The problem of distinct yet valid approaches to data analysis extends to research, according to Kilbertus. Scholars, too, rely on different models and are often unaware of each other’s work.

Kilbertus decided to do his part to unify methodologies and help create a shared understanding of how best to assess fairness given AI’s inherent limitations. When he and his team began working on Fairensics, he couldn’t find a single place where scholars, companies or anyone else concerned about machine learning bias could go to find what others in the community were doing.

That changed fast, thanks to a number of high-profile stories that exposed the true extent of discrimination in AI. For example, an AI-based hiring system Amazon planned to use but then scrapped, favored male applicants. Google Translate showed signs of gender bias. In another example, facial recognition technology was found to misidentify Black women at far higher rates than white males.

Many scholars leave the ethical considerations to policymakers and private industry.

Soon after, universities, nonprofits, and private companies were developing and open sourcing toolkits; IBM and Microsoft were among the tech giants building and publicly releasing fairness solutions. Last month, LinkedIn weighed in with its own fairness fix.

“The research community and industry have really started to pull in the same direction in terms of trying to solve and mitigate the problem,” says Kilbertus. He was so impressed with IBM’s contribution, AI Fairness 360 (AI360), that his team built Fairensics on top of it.

“The Digital Impact grant enabled us to invest the time and effort to make our ideas useable for the general public,” Kilbertus says. “As researchers, we do not always get that opportunity.”

A Call to Action

Kilbertus says there is a lot more work to be done—not just to realize his vision for Fairensics, but also to mitigate bias in AI. He thinks that while scholars are quick to identify the technical fixes to human bias in machine learning, many of them leave the ethical considerations to policymakers and private industry.

Black Lives Matter, however, shows that researchers have a bigger responsibility to address inequality in machine learning—whether it is based on race, sex, religion, or another trait. This means questioning whether AI is appropriate in a given situation.

As an example, he points to the pretrial risk assessment program ProPublica reported on in 2016. To determine flight risk, the software would draw on a criminal defendant’s history of missing court appearances.

But the algorithm failed to consider the many reasonable explanations for why someone would not appear in court—work scheduling conflicts and a lack of childcare, to name a few. One case showed an unresolved conflict with overlapping court dates. In other words, the court system expected the defendant to be in two places at once.

“As researchers, we turn ideas around equity and fairness and disparate impact into technical discussions of error rates and optimization techniques,” says Kilbertus. But the bigger issue is, ‘Why do we even have pretrial risk assessments?’ We need to start taking the bigger picture into account and thinking about how social unfairness comes about in the first place.”

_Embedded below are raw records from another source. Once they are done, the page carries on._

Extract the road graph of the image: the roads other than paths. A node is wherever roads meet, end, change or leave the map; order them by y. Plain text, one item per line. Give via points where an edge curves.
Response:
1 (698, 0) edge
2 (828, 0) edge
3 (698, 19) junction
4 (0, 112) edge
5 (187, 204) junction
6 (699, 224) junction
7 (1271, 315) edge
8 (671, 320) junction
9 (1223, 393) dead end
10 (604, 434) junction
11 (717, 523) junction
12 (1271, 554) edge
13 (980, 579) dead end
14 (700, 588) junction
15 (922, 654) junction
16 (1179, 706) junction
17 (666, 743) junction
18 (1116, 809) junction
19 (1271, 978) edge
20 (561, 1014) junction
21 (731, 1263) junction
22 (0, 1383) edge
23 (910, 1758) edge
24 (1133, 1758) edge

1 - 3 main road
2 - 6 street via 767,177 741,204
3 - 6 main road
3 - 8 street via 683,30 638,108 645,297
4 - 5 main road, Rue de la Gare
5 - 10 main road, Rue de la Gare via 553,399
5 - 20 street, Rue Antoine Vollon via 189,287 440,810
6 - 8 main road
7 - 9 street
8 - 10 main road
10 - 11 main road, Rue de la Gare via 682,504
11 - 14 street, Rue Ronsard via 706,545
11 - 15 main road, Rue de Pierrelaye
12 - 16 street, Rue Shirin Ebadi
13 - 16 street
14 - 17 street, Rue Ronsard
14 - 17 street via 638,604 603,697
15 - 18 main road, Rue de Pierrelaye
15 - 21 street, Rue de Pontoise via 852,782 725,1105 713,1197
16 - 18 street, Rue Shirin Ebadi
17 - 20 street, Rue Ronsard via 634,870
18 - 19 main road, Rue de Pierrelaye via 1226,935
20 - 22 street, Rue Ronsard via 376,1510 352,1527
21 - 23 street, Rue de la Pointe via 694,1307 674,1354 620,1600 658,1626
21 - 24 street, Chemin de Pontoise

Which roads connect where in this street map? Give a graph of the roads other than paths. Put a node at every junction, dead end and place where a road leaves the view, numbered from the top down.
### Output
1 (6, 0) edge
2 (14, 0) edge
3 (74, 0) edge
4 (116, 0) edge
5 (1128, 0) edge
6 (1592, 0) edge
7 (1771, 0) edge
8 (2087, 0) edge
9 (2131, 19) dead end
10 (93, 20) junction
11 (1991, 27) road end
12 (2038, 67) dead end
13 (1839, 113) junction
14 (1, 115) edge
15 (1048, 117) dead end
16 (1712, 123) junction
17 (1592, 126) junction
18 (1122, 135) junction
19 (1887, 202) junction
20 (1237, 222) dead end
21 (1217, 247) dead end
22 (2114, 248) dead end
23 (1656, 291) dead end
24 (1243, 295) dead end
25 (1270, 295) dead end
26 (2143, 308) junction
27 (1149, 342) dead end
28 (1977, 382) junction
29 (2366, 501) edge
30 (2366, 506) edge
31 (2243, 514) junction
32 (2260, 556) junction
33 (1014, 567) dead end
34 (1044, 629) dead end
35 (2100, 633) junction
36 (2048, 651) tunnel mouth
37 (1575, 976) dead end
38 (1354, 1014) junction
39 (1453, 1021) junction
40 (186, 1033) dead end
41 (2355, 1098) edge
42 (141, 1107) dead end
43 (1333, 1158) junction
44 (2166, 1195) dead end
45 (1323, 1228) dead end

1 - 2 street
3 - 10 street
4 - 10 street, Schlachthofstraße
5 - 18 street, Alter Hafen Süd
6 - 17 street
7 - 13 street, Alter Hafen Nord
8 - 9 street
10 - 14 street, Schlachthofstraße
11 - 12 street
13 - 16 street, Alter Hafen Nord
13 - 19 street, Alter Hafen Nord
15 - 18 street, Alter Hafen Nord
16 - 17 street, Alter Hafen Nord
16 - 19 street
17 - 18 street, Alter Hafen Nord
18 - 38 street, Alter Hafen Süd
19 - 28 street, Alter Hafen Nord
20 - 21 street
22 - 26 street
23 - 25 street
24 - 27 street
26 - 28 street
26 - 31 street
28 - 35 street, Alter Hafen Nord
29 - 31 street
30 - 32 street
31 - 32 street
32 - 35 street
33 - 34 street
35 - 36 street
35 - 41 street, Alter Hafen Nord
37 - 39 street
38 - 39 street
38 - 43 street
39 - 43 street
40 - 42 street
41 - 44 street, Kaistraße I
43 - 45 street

To some researchers, Kilbertus’s suggestion is sacrilege. But his hope is that Fairsenics becomes a place for finding the latest innovations and cutting-edge ideas—whether about ethics or something else—around minimizing biases in machine learning.

“We want Fairensics to be a dynamic library, where new insights and new methods can be found and explored by researchers and non-researchers alike,” he says. “There are gaps in how the problem of bias is currently being addressed. We want to help bridge them.”

From 2016 to 2018, Digital Impact awarded grants to research teams looking to advance the safe, equitable, and effective use of digital resources for social good. With support from the Bill & Melinda Gates Foundation, the Digital Impact Grants program awarded more than half a million dollars over three years.